Smith then led about a dozen men across the plains south of the Yellowstone River to open new trapping grounds. However, before they reached the Powder River, Smith was mauled by a grizzly bear. Though he survived, he was scarred for life and afterward wore his hair long to hide the scars.
With some guidance from Crow Indians, in the spring of 1824, they traveled through South Pass, Wyoming. This route significantly shortened the time needed to get to the west slope of the Rocky Mountains and would later become the path used by emigrants on the Oregon Trail.
With Ashley, the party brought nearly 9,000 pounds of beaver pelts to St. Louis in 1925, and Smith became a partner in the Rocky Mountain Fur Company. In 1826, Smith, David E. Jackson, and William and Milton Sublette bought the business from William Ashley.
In August 1826, Smith led a group of trappers on his first trip to California, which landed him in trouble with the Mexican authorities. The group followed the Colorado River in search of new hunting grounds and was attacked by Mohave Indians, losing several men. Later, they were led by two Tongva Indians to the San Gabriel Mission, avoiding Death Valley and eventually reaching the mission west of present-day Los Angeles, California. Smith and some of his men were soon arrested by Mexican authorities but were later released on the promise that they would leave the territory and never return. Despite their promise to leave, the party made their way to the San Joaquín Valley, which they explored.
Leaving the majority of the men in California, Smith and two other men left California in the spring of 1827, crossing the Sierra Nevada Range into Utah. One of the men died in the crossing, but Smith and the other man eventually made it to their company rendezvous at Bear Lake, Utah.
Despite the Mexicans’ warnings, Smith returned to California in July 1827 with 18 men and two women, again following the Colorado River. They were attacked at the river crossing by Mohave Indians, who killed ten men and took the two women. Smith and the other survivors made their way to the San Gabriel Mission before moving northward to meet with the group they had left in the San Joaquin Valley. Before long, Smith and his men were again arrested but amazingly were released, despite his earlier breach of trust. Though Smith promised to leave California, he and his men hunted in the Sacramento Valley for several months before departing.

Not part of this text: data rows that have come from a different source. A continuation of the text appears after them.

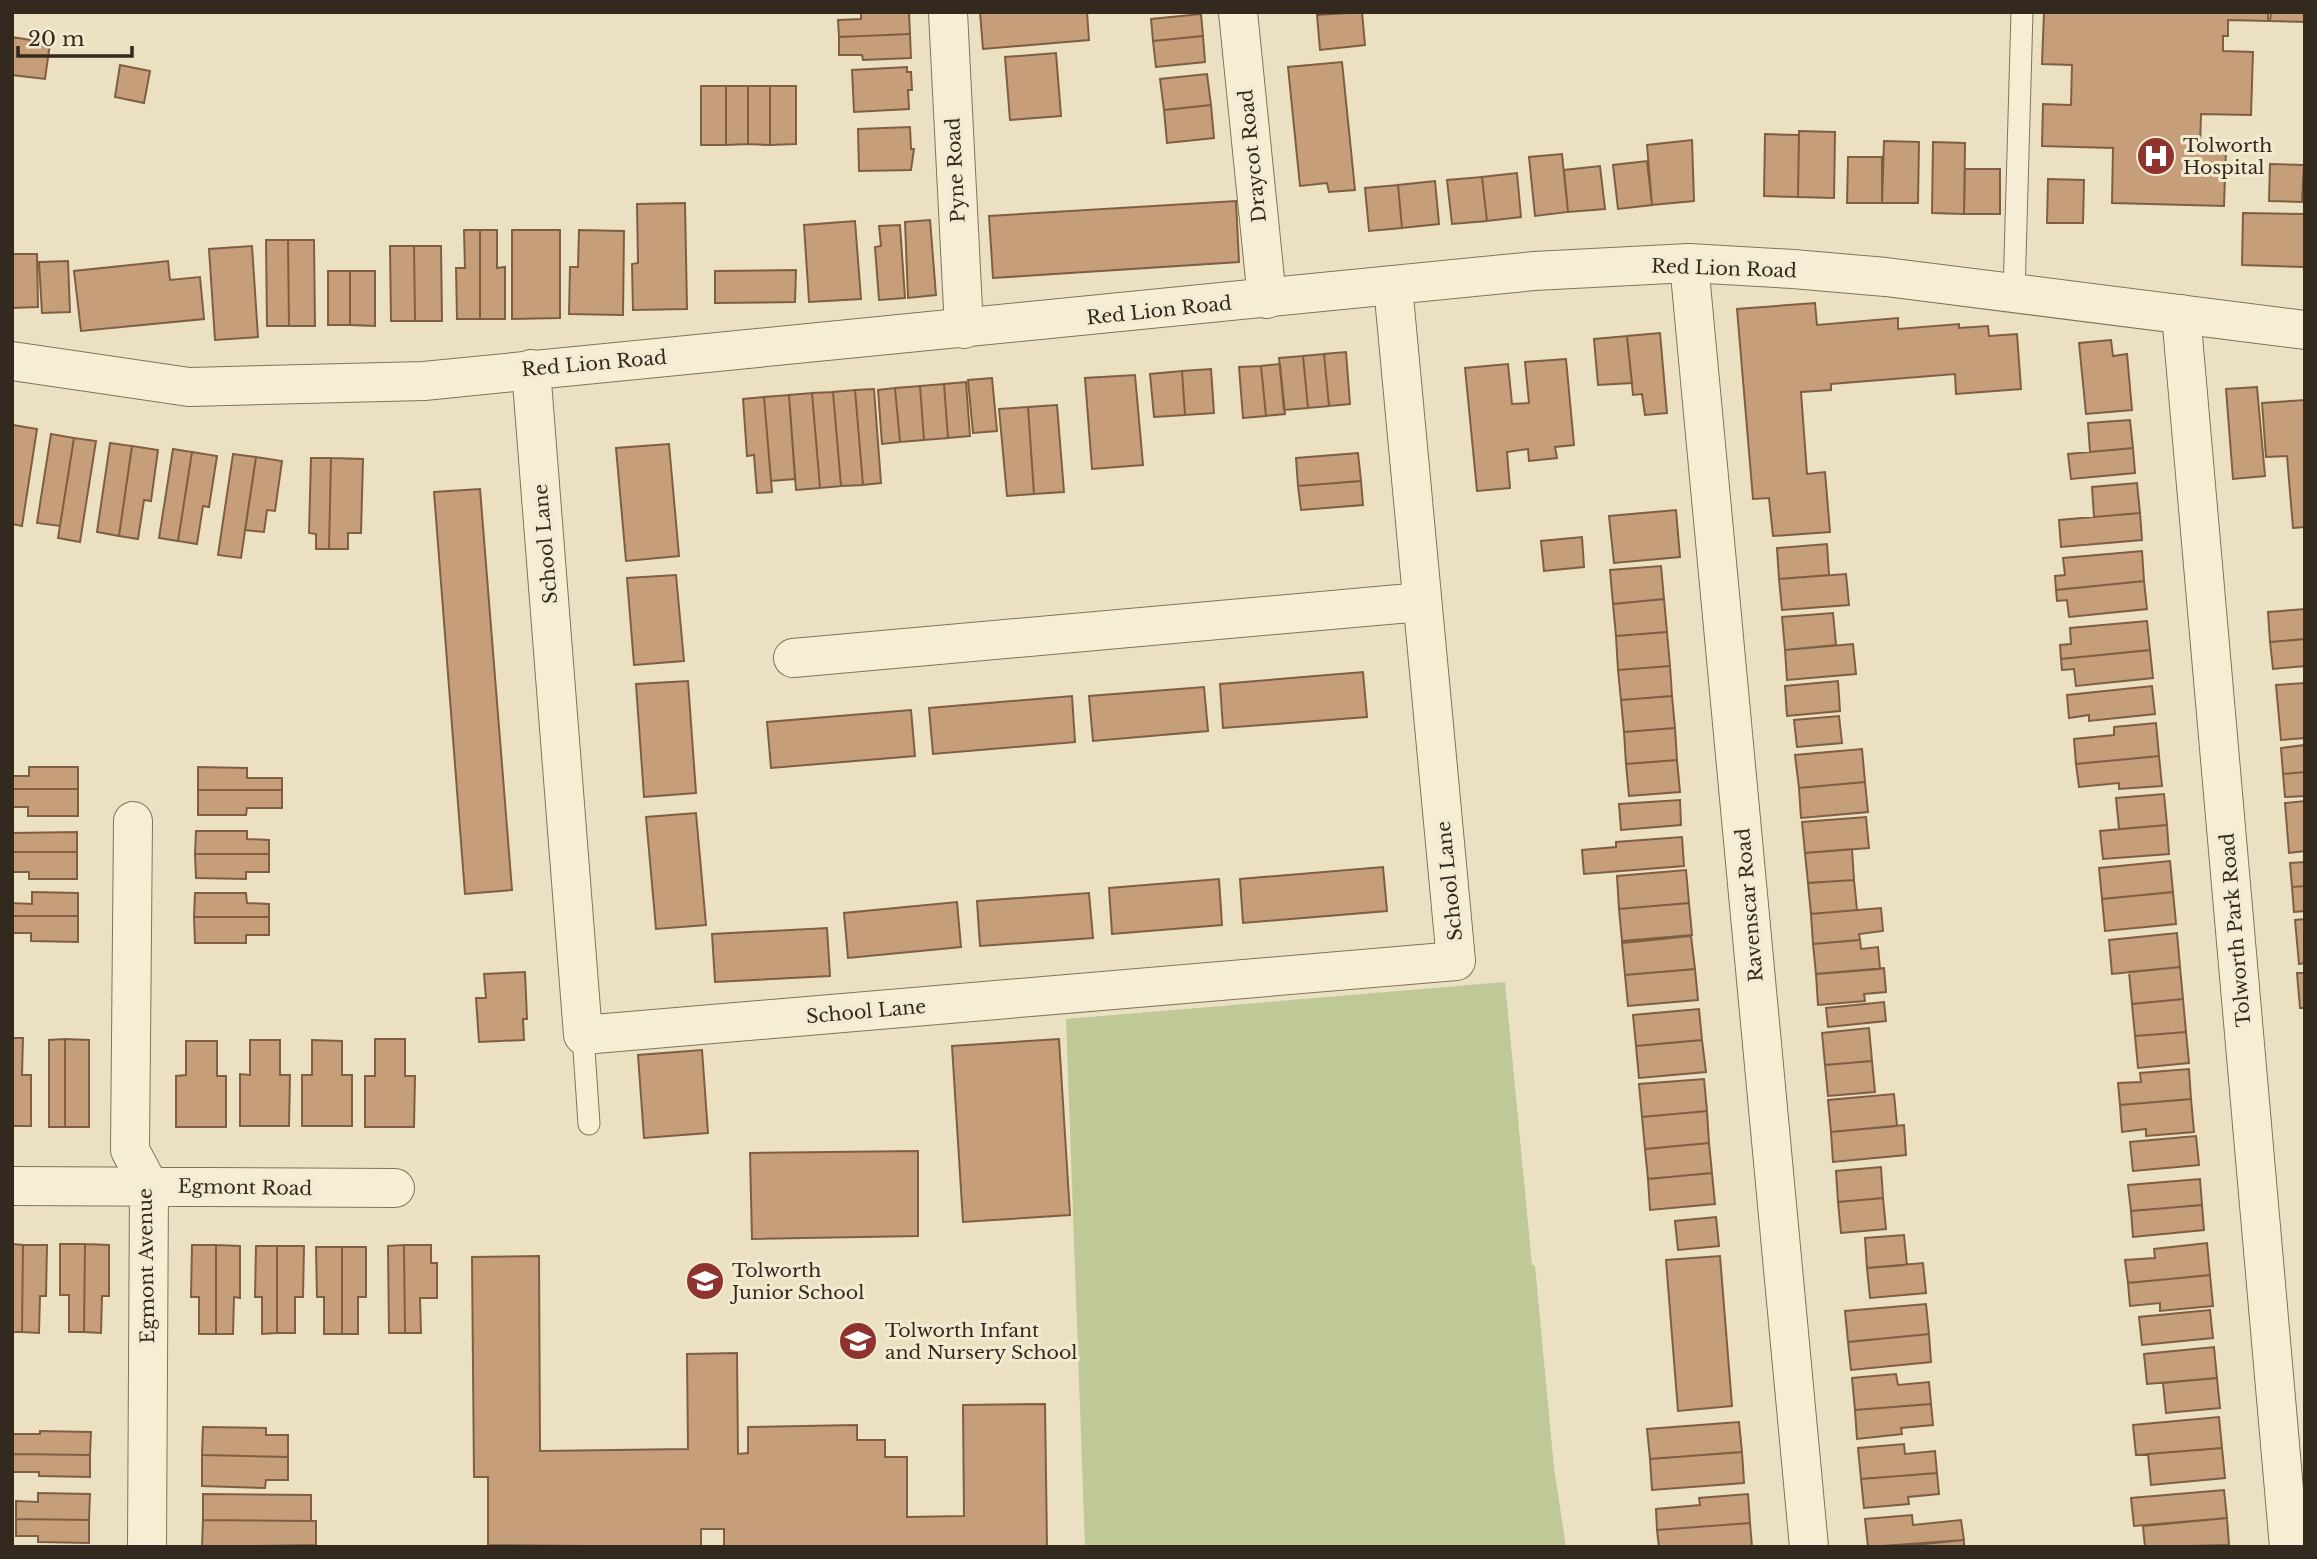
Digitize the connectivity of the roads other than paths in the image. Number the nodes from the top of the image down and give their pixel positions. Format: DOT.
graph roads {
  1 [pos="948,12"];
  2 [pos="1238,12"];
  3 [pos="2022,12"];
  4 [pos="1689,263"];
  5 [pos="1393,286"];
  6 [pos="2014,294"];
  7 [pos="1266,299"];
  8 [pos="2181,314"];
  9 [pos="964,329"];
  10 [pos="2305,330"];
  11 [pos="12,361"];
  12 [pos="531,369"];
  13 [pos="1422,602"];
  14 [pos="793,658"];
  15 [pos="133,821"];
  16 [pos="583,1035"];
  17 [pos="589,1124"];
  18 [pos="12,1186"];
  19 [pos="149,1186"];
  20 [pos="395,1188"];
  21 [pos="148,1547"];
  22 [pos="1809,1547"];
  23 [pos="2289,1547"];
  1 -- 9 [label="street, Pyne Road"];
  2 -- 7 [label="street, Draycot Road"];
  3 -- 6 [label="lane"];
  4 -- 5 [label="street, Red Lion Road"];
  4 -- 6 [label="street, Red Lion Road"];
  4 -- 22 [label="street, Ravenscar Road"];
  5 -- 7 [label="street, Red Lion Road"];
  5 -- 13 [label="street, School Lane"];
  6 -- 8 [label="street, Red Lion Road"];
  7 -- 9 [label="street, Red Lion Road"];
  8 -- 10 [label="street, Red Lion Road"];
  8 -- 23 [label="street, Tolworth Park Road"];
  9 -- 12 [label="street, Red Lion Road"];
  11 -- 12 [label="street, Red Lion Road"];
  12 -- 16 [label="street, School Lane"];
  13 -- 14 [label="street"];
  13 -- 16 [label="street, School Lane"];
  15 -- 19 [label="street, Egmont Avenue"];
  16 -- 17 [label="lane"];
  18 -- 19 [label="street, Egmont Road"];
  19 -- 20 [label="street, Egmont Road"];
  19 -- 21 [label="street, Egmont Avenue"];
}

For the next several years, Smith concentrated on building the fur company and never returned to California, instead focusing on Oregon country. In 1828, a group of Klawatset Indians attacked him and his men. Fifteen of Smith’s 19 men were killed. Smith and three others escaped and made their way to Fort Vancouver, Washington.
In the spring of 1829, Smith returned to the upper Rocky Mountains, promising to confine his operations to the region east of the Great Divide.
For the next year, he trapped the Blackfoot country with Jim Bridger, but in 1830, he and his partners sold the Rocky Mountain Fur Company. Smith returned to St. Louis for a time, but by early 1831, he and his partners, David Edward Jackson and William L. Sublette got involved in the Santa Fe fur trade. They left St. Louis in April with 74 men and 22 wagons.
In May 1831, Smith and another man rode away from the caravan searching for water. Smith never returned. The rest of the party continued without him, hoping that he would catch up somewhere along the way. When they arrived in Santa Fe, they met up with a Mexican merchant selling some of Smith’s belongings. When questioned, the merchant reported that Smith had been attacked by a group of 15-20 Comanche Indians near Wagon Bed Spring on the Cimarron River, south of present-day Ulysses, Kansas, on May 27. Smith’s body was never found.
Jedediah Smith’s explorations were significant in opening the American West and included several “firsts,” such as being the first white man to cross what would become the states of Utah and Nevada, the first to enter California by the overland route, the first to scale the High Sierras, and the first explorer to reach Oregon overland by traveling up the California coast.